Put Plywood On Walls And Finish With Whitewash
Well….as with most of our cabin projects, we went with an idea conjured up in our heads. We wanted something rustic and yet still light and airy. Our cabin isn’t real big so I didn’t want it feeling like a cave.
We went with a tongue and groove pine ceiling, which I loved, but wanted something lighter for the walls with a smooth texture…..and still rustic.
I liked the idea of just putting up sheets of wood quickly and easily to get a rustic look. We used beadboard in our bathrooms stained a golden pine. However, we didn’t want quite that much texture for the main living area.
That is when we thought of something that I never saw anyone else put up on their walls…….plywood!
At first I thought…ewe……especially when my husband wanted to stain it! I knew without a doubt that I DID NOT want to do that. We, mainly I at the time, was after fresh and airy…..not dark man cave.
The first step was picking out the plywood. There are a lot of variations! We finally decided on a Tigerwood which had a little bit of nice grain but didn’t get all crazy with color variations or knots. It was a nice subtle wood.
We thought about painting over the plywood, but then we would lose the whole affect of putting wood on the walls in the first place.
Finally, I came up with the idea for a whitewash look that would allow the grain of the wood to show through.
We found the perfect product to use from Min-wax. They have a great whitewash pickling stain.
It was fairly easy to apply but you had to brush it on and then rub the stain off. So….my daughter and I worked on this in sections and we had to make sure that we were rubbing the stain off at the same consistency to give the walls a uniform look.
There were a few spots that we had to do a little rework by adding more stain and rubbing until it matched the rest but overall it was a smooth process.
Because hanging plywood sections leaves seams between the sections of wood, we also hung up battens. We just used the most inexpensive pine trim for this and also applied the pickling stain. Because of the difference in wood, the stain on the trim came out a more solid white. This was just fine with us because we liked the trim to stand out a bit.
Everywhere there was a seam, we attached one of our battens. Of course, we had this in mind when hanging the plywood so were careful about placement so the batten design would be uniform. You do get a little bit of waste but you don’t want to have seams in odd spots!

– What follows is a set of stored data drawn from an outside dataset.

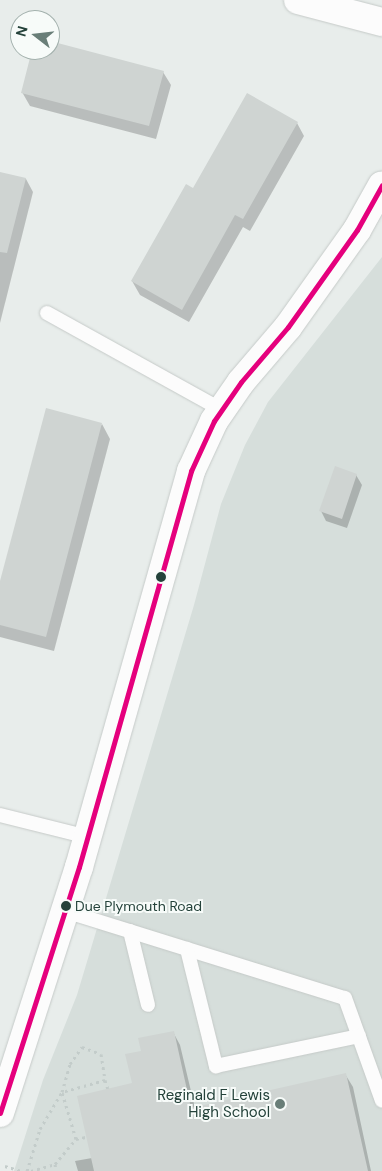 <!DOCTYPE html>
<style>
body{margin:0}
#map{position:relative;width:382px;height:1171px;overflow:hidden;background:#e8edeb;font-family:"DM Sans",sans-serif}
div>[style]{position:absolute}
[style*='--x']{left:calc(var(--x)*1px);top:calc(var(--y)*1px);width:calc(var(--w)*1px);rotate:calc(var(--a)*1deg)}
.built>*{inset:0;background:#d6dedb}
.shadow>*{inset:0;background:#0003}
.building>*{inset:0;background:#cfd4d2}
.path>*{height:3px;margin-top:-1.5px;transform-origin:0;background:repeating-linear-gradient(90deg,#c3ccca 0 2.5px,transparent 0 6.5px)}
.roads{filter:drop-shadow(0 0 1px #c5cac8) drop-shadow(0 0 1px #c5cac8)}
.lane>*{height:14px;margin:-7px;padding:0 7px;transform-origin:7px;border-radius:7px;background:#fcfcfc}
.street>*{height:28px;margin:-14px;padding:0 14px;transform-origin:14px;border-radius:14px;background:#fcfcfc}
.secondary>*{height:28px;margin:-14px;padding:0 14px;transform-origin:14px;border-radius:14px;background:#fcfcfc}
.bus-1>*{height:5px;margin:-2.5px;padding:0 2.5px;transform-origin:2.5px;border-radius:2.5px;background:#e5007d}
.dots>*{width:14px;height:14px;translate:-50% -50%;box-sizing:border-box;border:2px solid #f7fbf9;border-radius:50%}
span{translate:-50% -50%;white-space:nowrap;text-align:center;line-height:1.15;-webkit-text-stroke:4px #f7fbf9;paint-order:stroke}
.bus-label{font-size:14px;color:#24423a}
.left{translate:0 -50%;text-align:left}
.poi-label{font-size:15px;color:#24423a}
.right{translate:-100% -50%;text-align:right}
.north{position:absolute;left:10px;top:10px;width:50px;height:50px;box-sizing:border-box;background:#f7fbf9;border:1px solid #a3b1ad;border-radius:50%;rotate:286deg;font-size:14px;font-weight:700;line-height:20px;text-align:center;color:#24423a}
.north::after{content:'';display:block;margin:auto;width:18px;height:22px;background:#697e78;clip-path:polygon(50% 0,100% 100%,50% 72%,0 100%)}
</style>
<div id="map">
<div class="built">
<i style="clip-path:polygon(382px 257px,382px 1171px,14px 1171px,43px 1080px,77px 995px,194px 605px,221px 504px,245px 445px,268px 402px)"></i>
</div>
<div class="shadow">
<i style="clip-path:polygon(50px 42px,163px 72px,171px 85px,156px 139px,30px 106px,22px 92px,33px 50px,50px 50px)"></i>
<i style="clip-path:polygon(297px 123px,304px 136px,250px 231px,243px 227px,189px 322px,140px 295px,132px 281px)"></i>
<i style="clip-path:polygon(0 173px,26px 179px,33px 192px,0 323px)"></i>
<i style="clip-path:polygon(102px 424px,110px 439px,54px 651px,0 637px,0 586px)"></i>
<i style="clip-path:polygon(356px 475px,362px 485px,347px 528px,326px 521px,321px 511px)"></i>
<i style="clip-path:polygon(173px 1032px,180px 1045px,195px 1108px,345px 1074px,353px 1087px,371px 1171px,78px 1171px,75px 1161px,92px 1158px,133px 1084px,142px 1051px)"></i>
</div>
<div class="building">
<i style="clip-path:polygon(50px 41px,164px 71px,149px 126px,21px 93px,32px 50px,50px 50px)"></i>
<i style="clip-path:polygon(247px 93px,298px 122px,243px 219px,235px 215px,182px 310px,131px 281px,186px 184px,193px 188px)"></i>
<i style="clip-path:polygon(0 172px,26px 178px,7px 253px,0 252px)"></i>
<i style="clip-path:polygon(46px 408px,102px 423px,46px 637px,0 625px,0 581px)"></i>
<i style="clip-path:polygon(335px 466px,357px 474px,342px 519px,319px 511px)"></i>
<i style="clip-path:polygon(174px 1031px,191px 1108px,346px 1073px,368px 1171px,94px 1171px,77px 1096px,132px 1083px,125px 1054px,141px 1051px,138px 1038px)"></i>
</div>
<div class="path">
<i style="--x:105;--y:1080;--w:9;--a:72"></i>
<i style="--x:76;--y:1139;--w:10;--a:-11"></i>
<i style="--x:55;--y:1164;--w:7;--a:82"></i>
<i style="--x:5;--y:1166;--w:17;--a:17"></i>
<i style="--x:27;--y:1171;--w:44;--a:-72.8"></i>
<i style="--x:40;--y:1129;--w:43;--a:-59.3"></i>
<i style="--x:62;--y:1092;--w:29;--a:-74"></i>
<i style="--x:70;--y:1064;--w:21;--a:-55"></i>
<i style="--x:82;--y:1047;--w:20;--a:20"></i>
<i style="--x:101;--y:1054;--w:26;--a:81"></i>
<i style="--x:105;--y:1080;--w:45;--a:164.4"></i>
<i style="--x:31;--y:1171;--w:25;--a:-16"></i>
<i style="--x:55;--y:1164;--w:33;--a:-50"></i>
<i style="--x:76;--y:1139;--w:49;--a:-106.6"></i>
</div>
<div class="roads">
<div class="lane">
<i style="--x:47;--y:313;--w:200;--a:29"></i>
<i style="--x:0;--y:815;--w:91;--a:14"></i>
<i style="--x:65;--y:911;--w:293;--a:17.3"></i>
<i style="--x:345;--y:998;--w:109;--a:70.2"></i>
<i style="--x:130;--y:931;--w:76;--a:76.3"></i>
<i style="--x:187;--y:949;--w:121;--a:76.1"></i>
<i style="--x:216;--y:1066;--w:146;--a:-11.8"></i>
</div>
<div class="street">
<i style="--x:0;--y:1113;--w:258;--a:-72.2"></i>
<i style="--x:79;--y:867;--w:412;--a:-74.2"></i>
<i style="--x:191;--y:471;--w:55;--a:-65.3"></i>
<i style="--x:214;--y:421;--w:47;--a:-55.3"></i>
<i style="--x:241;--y:382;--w:72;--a:-49.5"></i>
<i style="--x:288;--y:327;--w:119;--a:-54.6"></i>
<i style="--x:357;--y:230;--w:51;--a:-60.9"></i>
</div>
<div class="secondary">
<i style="--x:298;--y:0;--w:87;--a:14.7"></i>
</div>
</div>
<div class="bus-1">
<i style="--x:0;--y:1113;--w:258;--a:-72.2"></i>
<i style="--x:79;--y:867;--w:412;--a:-74.2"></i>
<i style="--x:191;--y:471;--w:55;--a:-65.3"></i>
<i style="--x:214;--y:421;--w:47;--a:-55.3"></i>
<i style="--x:241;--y:382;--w:72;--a:-49.5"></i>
<i style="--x:288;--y:327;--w:119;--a:-54.6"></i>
<i style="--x:357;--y:230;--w:51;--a:-60.9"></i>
</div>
<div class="dots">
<i style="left:161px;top:577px;background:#24423a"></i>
<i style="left:66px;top:906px;background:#24423a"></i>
<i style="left:280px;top:1104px;background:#697e78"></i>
</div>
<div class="bus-label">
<span class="left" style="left:75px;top:906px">Due Plymouth Road</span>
</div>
<div class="poi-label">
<span class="right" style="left:270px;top:1104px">Reginald F Lewis<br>High School</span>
</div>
<div class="north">N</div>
</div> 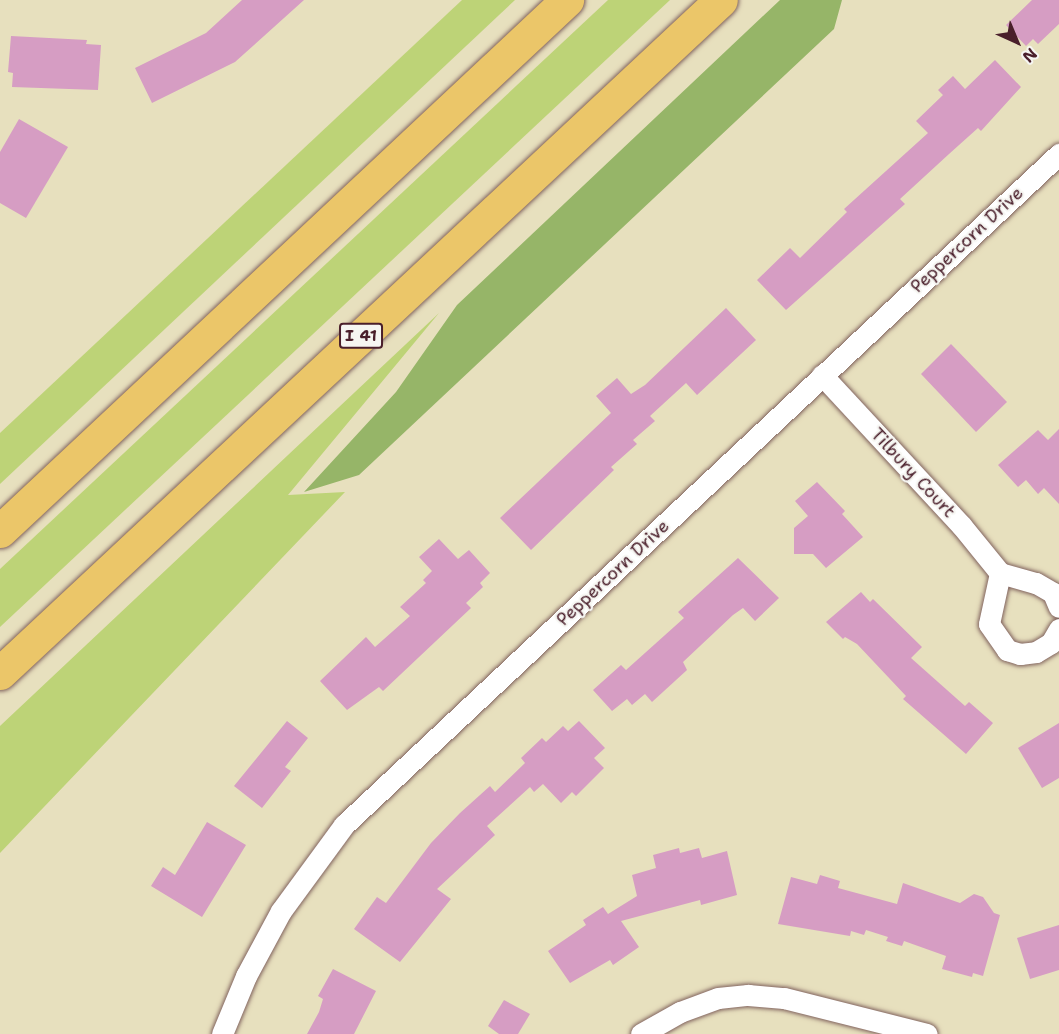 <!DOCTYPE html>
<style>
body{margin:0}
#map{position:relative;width:1059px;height:1034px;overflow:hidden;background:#e7e0be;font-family:"Shantell Sans",sans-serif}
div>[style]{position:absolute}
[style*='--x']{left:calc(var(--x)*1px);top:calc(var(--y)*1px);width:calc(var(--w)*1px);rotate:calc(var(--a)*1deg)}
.green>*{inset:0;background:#bdd377}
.forest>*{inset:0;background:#96b568}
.building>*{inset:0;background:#d69dc3}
.roads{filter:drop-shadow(0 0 2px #81635e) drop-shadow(0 0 2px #81635e)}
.minor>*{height:21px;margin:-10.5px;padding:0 10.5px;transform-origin:10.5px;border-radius:10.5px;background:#fff}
.motorway>*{height:33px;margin:-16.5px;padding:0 16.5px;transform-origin:16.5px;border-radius:16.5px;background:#ebc669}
span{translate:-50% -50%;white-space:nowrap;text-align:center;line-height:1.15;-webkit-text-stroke:4.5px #f6f6f2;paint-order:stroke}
.shield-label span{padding:2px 4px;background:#f6f6f2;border:2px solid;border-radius:4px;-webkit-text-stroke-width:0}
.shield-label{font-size:16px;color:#4a1f2b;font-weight:700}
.street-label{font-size:18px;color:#4a1f2b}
.north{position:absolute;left:987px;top:12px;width:60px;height:60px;-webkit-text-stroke:4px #f6f6f2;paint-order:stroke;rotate:136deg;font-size:16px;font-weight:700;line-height:24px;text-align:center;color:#4a1f2b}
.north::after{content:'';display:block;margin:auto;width:21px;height:27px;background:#4a1f2b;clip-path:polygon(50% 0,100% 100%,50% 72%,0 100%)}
</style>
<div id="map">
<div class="green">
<div style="clip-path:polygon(462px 0,515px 0,0 484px,0 433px)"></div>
<div style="clip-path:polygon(608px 0,670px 0,0 627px,0 569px)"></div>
<div style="clip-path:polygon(439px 313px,288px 495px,345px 492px,0 853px,0 726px)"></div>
</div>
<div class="forest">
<div style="clip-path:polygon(780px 0,842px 0,834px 29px,359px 475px,304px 492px,396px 392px,457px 305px)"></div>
</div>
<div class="building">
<div style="clip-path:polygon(242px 0,304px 0,235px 62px,152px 103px,135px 68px,206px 33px)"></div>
<div style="clip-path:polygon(1032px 0,1059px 0,1059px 24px,1038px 44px,1033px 39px,1026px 46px,1006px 25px)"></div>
<div style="clip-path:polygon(11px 36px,87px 40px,86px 44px,101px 45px,98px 90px,12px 87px,13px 73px,8px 72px)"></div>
<div style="clip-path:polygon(995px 60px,1021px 87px,981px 131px,978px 128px,949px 154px,900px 199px,905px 204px,786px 310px,757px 280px,790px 248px,800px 258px,847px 212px,844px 209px,928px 133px,916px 121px,943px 95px,938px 90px,953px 76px,965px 89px)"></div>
<div style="clip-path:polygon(19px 119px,68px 147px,26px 218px,0 203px,0 152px)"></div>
<div style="clip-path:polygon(726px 308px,756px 340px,697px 395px,686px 383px,650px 416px,655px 421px,633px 440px,637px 444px,611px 467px,614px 470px,531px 550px,500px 518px,611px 413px,596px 396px,617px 378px,631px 394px,645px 385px)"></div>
<div style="clip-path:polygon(951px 344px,1007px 402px,976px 432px,921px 374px)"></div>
<div style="clip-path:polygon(1059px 429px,1059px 504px,1044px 488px,1038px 494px,1026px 480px,1018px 487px,998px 465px,1038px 430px,1048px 440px)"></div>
<div style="clip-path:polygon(817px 482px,845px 511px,842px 514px,863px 537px,826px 568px,813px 554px,794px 554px,794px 528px,808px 516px,795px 501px)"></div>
<div style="clip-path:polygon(439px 539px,458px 559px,469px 550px,490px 573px,480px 583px,483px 587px,466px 603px,471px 608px,383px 691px,379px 687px,347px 710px,320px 681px,366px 637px,375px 647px,410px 616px,400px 607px,426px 583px,423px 580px,432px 571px,419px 557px)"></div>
<div style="clip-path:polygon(738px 558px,779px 598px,755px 621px,743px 608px,733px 615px,683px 662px,687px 670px,652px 702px,645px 694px,632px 705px,627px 699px,612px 711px,593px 690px,621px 665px,626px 670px,684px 618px,678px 612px)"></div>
<div style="clip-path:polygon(861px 592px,870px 602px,873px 599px,922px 647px,911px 658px,965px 706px,969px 702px,993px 723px,966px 754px,903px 699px,906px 696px,857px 644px,845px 637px,843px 639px,826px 622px)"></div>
<div style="clip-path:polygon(287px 721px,308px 738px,285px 767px,291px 771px,262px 808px,234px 786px)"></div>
<div style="clip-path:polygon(579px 721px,605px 748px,594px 758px,604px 768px,576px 796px,572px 792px,561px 803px,543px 784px,534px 792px,530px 787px,487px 826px,495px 835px,437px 889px,451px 899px,400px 962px,354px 929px,377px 897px,386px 903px,431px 843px,460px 813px,490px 786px,495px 792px,525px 763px,521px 758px,542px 738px,546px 742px,563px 726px,568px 731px)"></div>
<div style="clip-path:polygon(1059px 723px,1059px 778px,1042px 788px,1018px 748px)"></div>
<div style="clip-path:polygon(207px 822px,246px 845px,202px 917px,151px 886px,163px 867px,175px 875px)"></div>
<div style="clip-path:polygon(679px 848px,680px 853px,699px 848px,702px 858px,727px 851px,737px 895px,701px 905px,700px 900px,621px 921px,639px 947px,613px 965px,610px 960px,570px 983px,548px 951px,586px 925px,583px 920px,603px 907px,608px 914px,637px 896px,632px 875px,656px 868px,653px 855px)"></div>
<div style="clip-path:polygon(820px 875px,840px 881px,838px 888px,897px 904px,903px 883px,960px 903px,974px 894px,983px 897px,994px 913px,1000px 915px,983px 976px,973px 973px,972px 977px,942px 969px,946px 956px,904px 941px,902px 946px,886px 941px,888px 937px,866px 930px,864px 935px,851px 931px,850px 936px,778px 924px,791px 877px,817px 884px)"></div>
<div style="clip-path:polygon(1059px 925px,1059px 970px,1030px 979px,1017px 938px)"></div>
<div style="clip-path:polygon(333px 969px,376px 991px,354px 1034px,307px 1034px,319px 1012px,323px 999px,318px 996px)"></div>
<div style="clip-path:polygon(504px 1000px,530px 1014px,518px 1034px,499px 1034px,488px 1026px)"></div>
</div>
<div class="roads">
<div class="minor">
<div style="--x:822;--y:375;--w:205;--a:47.2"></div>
<div style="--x:961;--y:525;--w:62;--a:50.9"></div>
<div style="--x:1000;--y:573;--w:37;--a:16"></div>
<div style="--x:1036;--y:583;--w:20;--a:30"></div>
<div style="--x:1053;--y:593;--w:15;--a:67"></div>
<div style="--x:1000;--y:573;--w:52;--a:102.2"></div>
<div style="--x:989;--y:624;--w:32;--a:55"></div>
<div style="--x:1007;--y:650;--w:14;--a:17"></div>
<div style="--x:1020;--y:654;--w:16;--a:-7"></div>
<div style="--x:1036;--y:652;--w:17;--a:-31"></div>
<div style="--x:1051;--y:643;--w:16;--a:-60"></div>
<div style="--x:222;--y:1034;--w:63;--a:-67.5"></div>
<div style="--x:246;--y:976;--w:74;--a:-61.7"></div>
<div style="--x:281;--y:911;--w:107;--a:-53.8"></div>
<div style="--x:344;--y:825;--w:981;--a:-43.18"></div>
<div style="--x:641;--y:1034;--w:45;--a:-29.4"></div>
<div style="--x:680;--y:1012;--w:40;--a:-20.2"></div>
<div style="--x:718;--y:998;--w:30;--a:-6"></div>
<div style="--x:748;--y:995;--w:36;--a:5"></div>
<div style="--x:784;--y:998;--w:147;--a:14.1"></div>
</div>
<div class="motorway">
<div style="--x:0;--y:531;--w:777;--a:-43.12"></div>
<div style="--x:0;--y:673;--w:986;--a:-43.03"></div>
</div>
</div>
<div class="shield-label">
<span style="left:361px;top:336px">I 41</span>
</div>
<div class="street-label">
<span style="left:967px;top:240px;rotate:-43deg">Peppercorn Drive</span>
<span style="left:913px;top:473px;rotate:47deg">Tilbury Court</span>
<span style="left:613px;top:573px;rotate:-43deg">Peppercorn Drive</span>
</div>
<div class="north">N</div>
</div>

Here are a few pictures of our main living area which show off the finished whitewash walls the best:
Also, as you can see in this photo, we finished the kitchen ceiling with a pine bead-board that we also applied pickling stain to. There was a lot of variation in the wood colors which gave it a different look that blended well with both the pine stained trim and the whitewashed walls.
Here you can see the contrast with the pine ceiling. We also added a little more variation by using a stained pine trim board going horizontally across the seams right below the window. All of our other seams were vertical and had the whitewashed trim.